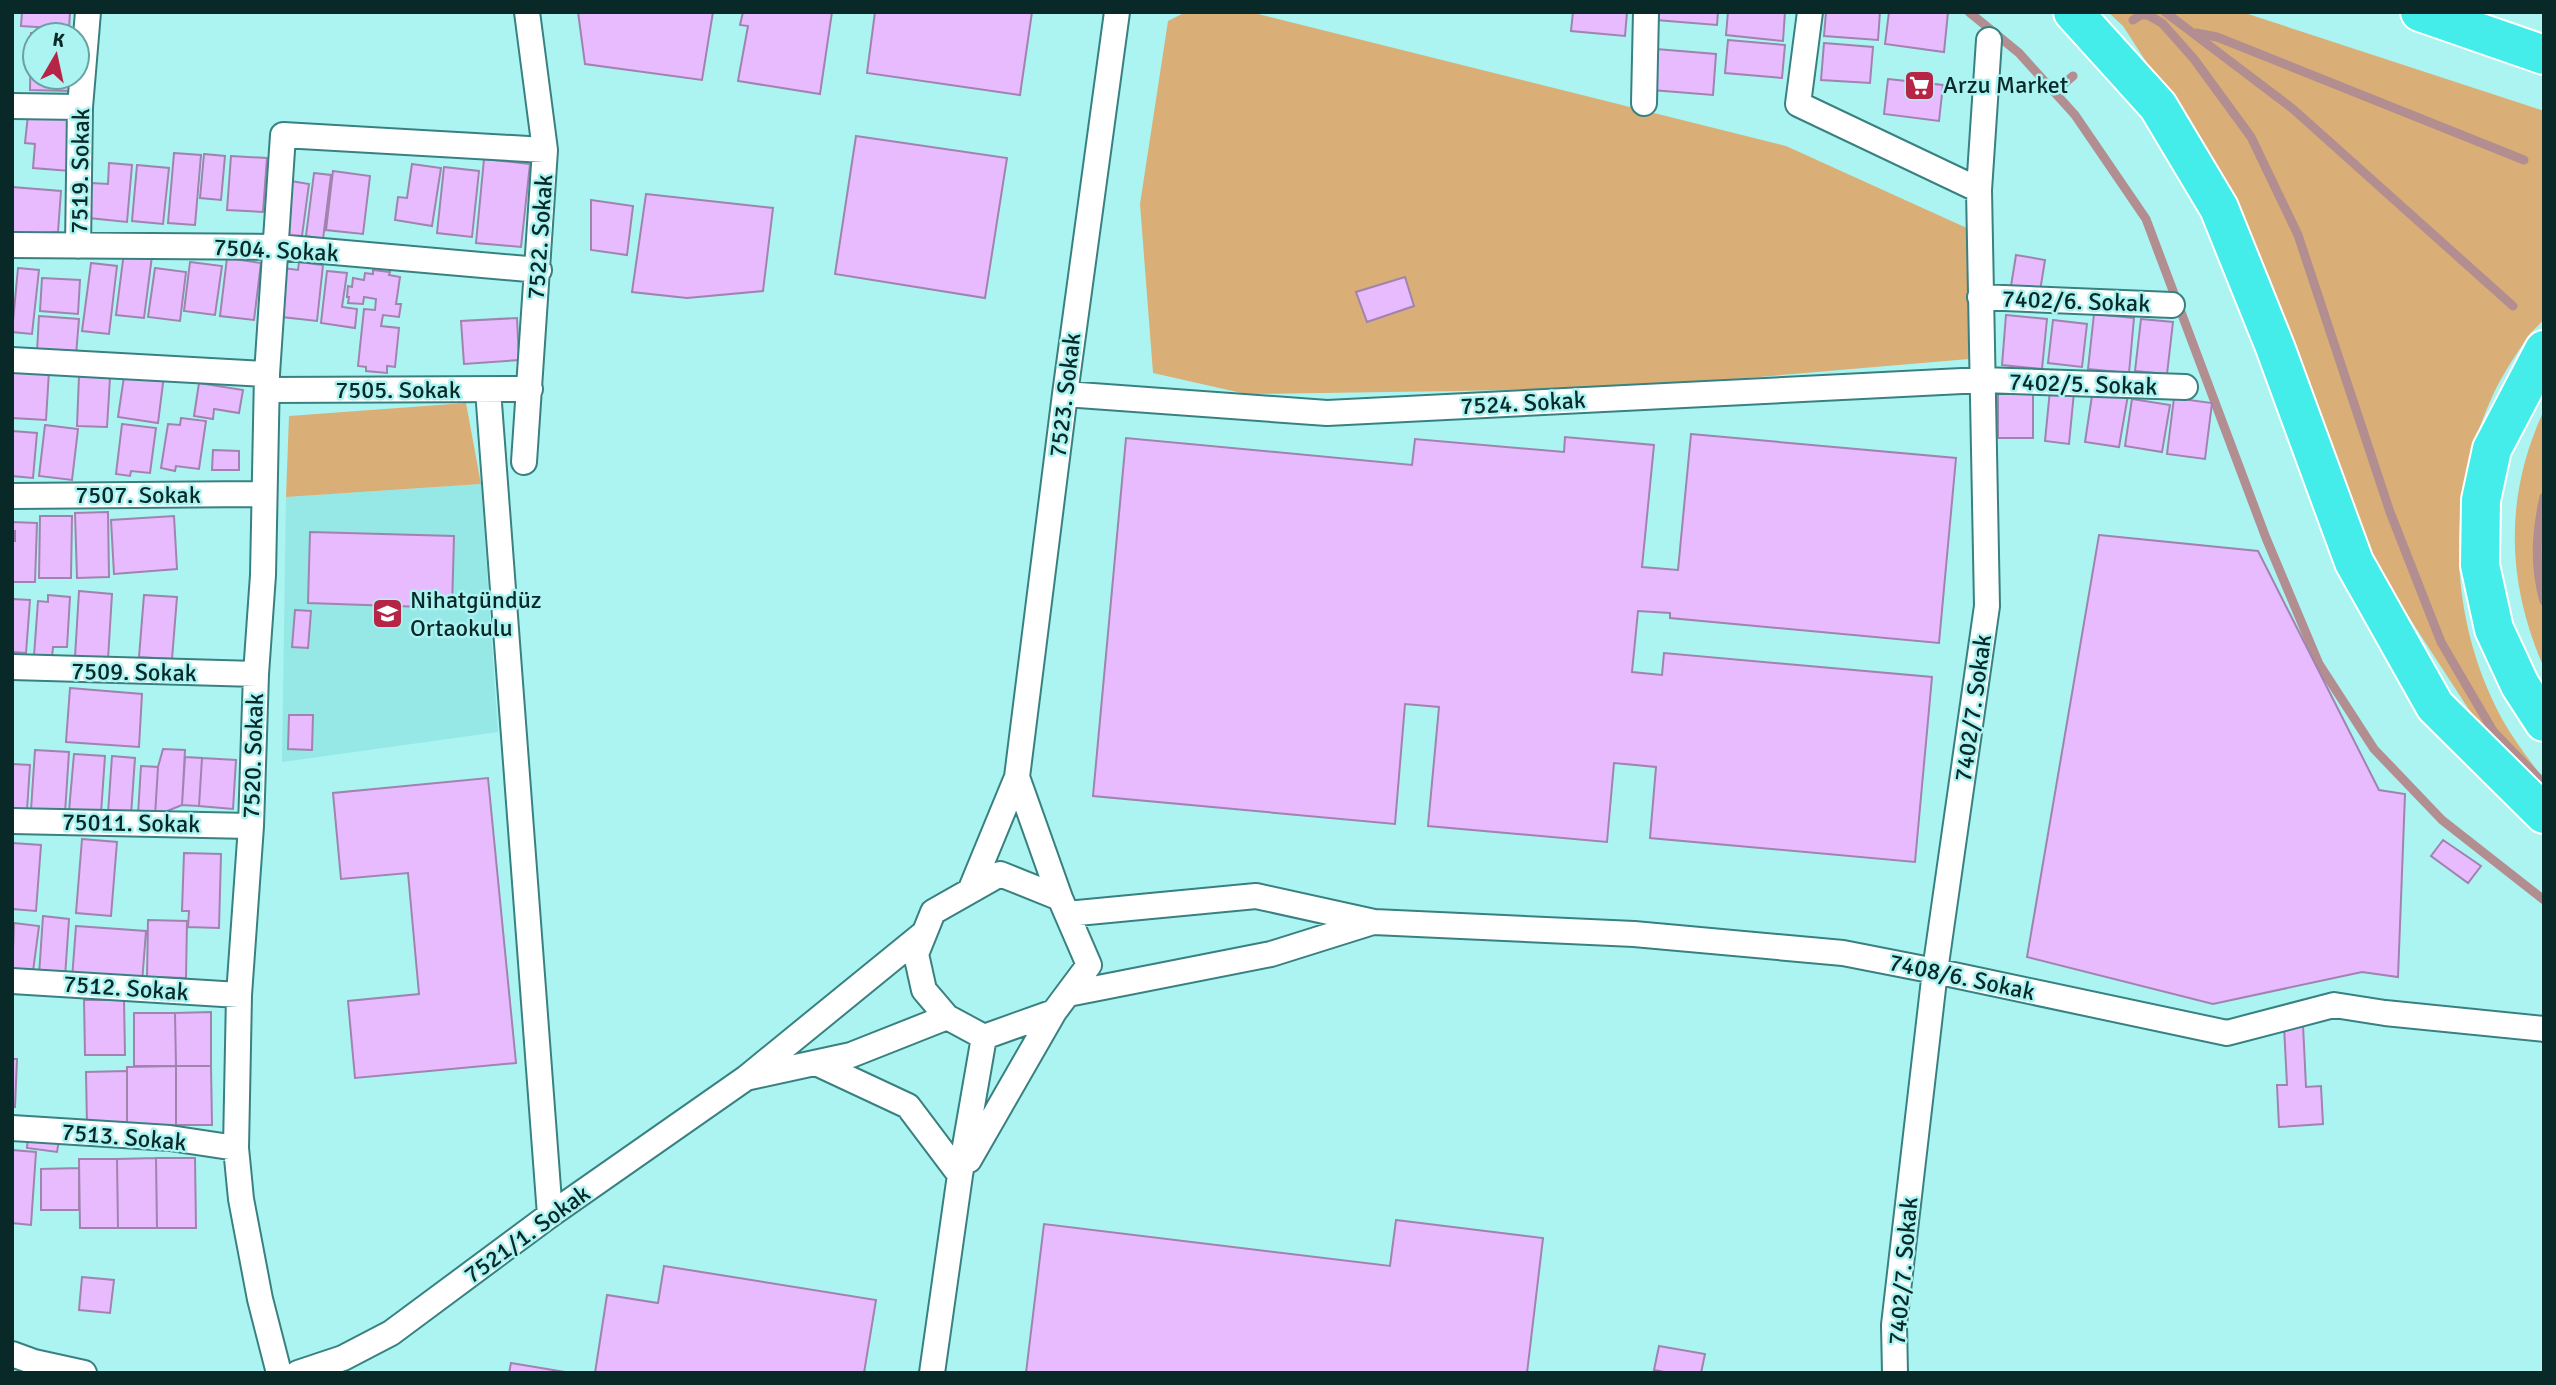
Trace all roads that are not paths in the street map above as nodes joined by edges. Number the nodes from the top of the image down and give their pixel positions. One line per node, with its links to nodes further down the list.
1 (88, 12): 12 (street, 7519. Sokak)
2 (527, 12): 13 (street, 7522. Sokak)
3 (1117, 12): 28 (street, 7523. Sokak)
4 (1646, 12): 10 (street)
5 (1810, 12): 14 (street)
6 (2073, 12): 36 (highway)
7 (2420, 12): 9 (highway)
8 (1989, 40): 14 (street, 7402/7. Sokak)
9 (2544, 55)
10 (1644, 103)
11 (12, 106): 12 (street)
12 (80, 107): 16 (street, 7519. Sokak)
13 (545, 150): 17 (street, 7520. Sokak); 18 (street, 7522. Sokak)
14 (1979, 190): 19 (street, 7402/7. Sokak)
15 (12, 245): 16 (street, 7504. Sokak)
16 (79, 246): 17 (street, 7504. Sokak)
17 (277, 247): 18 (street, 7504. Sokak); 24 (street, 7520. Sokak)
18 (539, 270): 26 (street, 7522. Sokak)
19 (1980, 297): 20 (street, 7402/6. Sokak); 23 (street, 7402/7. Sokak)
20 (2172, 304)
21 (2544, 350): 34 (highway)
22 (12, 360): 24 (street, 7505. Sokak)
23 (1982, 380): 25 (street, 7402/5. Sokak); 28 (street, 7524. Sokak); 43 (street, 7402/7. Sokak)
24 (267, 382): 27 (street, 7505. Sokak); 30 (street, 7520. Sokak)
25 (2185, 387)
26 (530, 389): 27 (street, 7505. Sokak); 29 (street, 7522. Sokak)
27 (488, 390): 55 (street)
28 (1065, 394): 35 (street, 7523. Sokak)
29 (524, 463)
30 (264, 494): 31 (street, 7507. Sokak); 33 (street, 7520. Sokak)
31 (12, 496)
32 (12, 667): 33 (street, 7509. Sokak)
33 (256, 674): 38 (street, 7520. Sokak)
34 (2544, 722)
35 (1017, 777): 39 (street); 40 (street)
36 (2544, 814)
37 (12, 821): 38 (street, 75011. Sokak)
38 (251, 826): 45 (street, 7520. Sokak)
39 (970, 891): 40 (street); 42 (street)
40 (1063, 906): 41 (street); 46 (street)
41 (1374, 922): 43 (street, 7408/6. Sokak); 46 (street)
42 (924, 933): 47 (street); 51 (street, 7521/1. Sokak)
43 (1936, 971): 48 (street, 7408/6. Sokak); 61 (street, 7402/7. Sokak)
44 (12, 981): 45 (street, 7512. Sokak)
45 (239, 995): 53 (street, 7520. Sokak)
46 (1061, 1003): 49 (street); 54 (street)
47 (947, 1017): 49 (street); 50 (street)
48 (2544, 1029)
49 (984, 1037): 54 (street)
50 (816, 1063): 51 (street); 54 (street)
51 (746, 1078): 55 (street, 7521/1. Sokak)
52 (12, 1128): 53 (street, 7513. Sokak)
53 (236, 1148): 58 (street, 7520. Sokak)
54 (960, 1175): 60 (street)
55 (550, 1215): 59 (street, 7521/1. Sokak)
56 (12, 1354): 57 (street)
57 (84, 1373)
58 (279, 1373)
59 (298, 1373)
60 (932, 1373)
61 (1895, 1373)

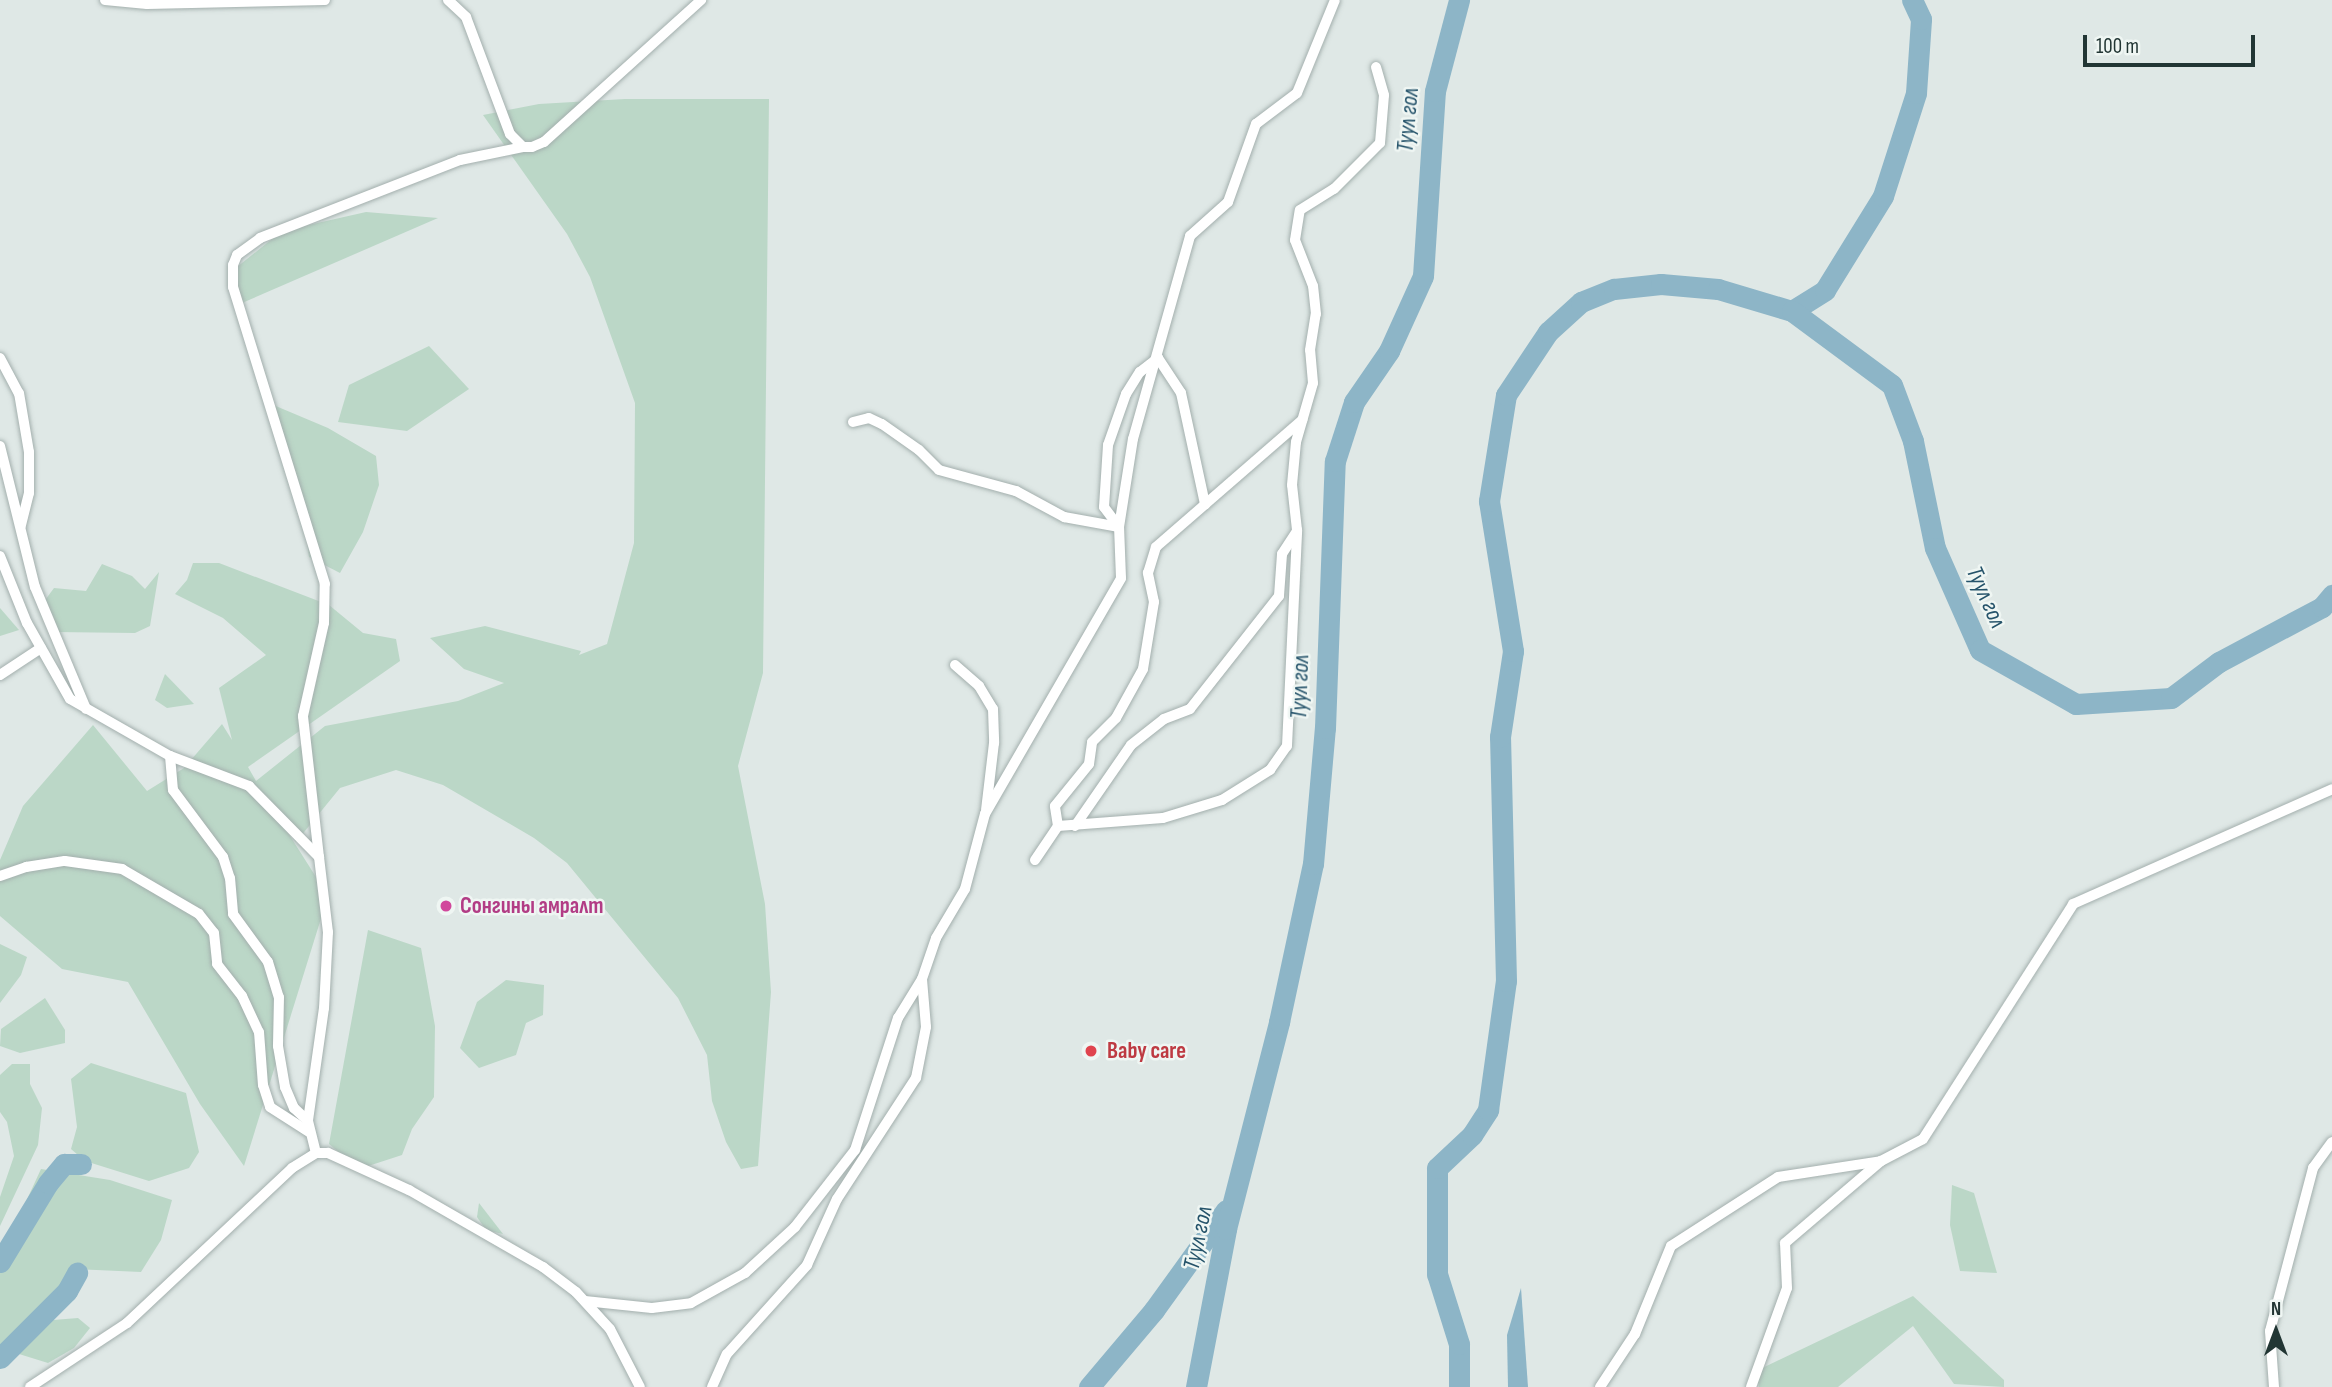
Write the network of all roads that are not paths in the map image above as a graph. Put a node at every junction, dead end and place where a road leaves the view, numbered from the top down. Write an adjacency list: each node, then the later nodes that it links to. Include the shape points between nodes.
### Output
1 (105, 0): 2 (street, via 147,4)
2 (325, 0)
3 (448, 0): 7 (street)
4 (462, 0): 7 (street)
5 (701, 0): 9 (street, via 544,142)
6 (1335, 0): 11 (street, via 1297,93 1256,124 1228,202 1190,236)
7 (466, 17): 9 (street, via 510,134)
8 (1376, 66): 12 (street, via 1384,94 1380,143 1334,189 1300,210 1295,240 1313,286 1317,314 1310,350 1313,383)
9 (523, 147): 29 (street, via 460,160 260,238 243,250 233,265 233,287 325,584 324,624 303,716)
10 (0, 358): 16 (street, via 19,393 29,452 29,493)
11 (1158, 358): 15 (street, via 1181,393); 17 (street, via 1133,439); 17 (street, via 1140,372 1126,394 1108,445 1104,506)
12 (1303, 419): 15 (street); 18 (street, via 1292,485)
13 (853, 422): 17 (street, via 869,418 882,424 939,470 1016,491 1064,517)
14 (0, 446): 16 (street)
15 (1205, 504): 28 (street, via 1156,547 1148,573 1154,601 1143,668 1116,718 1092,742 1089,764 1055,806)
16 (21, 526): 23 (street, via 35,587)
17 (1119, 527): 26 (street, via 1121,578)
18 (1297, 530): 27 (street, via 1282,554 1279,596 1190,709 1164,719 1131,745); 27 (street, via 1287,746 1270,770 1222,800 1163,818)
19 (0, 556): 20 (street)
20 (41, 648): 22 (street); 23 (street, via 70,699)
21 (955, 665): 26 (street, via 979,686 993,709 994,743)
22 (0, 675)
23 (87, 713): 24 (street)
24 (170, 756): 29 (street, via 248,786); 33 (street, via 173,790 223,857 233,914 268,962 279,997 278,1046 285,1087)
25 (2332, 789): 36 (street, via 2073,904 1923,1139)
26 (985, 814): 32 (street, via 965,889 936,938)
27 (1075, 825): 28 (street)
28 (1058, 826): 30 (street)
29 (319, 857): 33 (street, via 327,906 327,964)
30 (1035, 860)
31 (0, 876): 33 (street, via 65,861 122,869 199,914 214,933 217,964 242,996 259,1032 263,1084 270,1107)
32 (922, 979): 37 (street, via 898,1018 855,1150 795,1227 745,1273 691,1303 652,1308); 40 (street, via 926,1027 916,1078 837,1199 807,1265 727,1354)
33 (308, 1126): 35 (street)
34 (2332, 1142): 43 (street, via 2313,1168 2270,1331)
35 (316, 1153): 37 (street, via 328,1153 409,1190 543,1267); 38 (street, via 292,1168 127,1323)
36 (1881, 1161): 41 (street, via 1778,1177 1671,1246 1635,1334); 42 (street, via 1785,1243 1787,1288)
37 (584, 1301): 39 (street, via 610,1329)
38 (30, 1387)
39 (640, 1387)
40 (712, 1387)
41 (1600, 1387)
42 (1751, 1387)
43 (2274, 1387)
★ ★ ★ ★ ★ ★ ★
● **Requirement**:
Among the entries above, identify all lines with "highway" and copy them.

● **Solution for this problem**:
6 (2073, 12): 36 (highway)
7 (2420, 12): 9 (highway)
21 (2544, 350): 34 (highway)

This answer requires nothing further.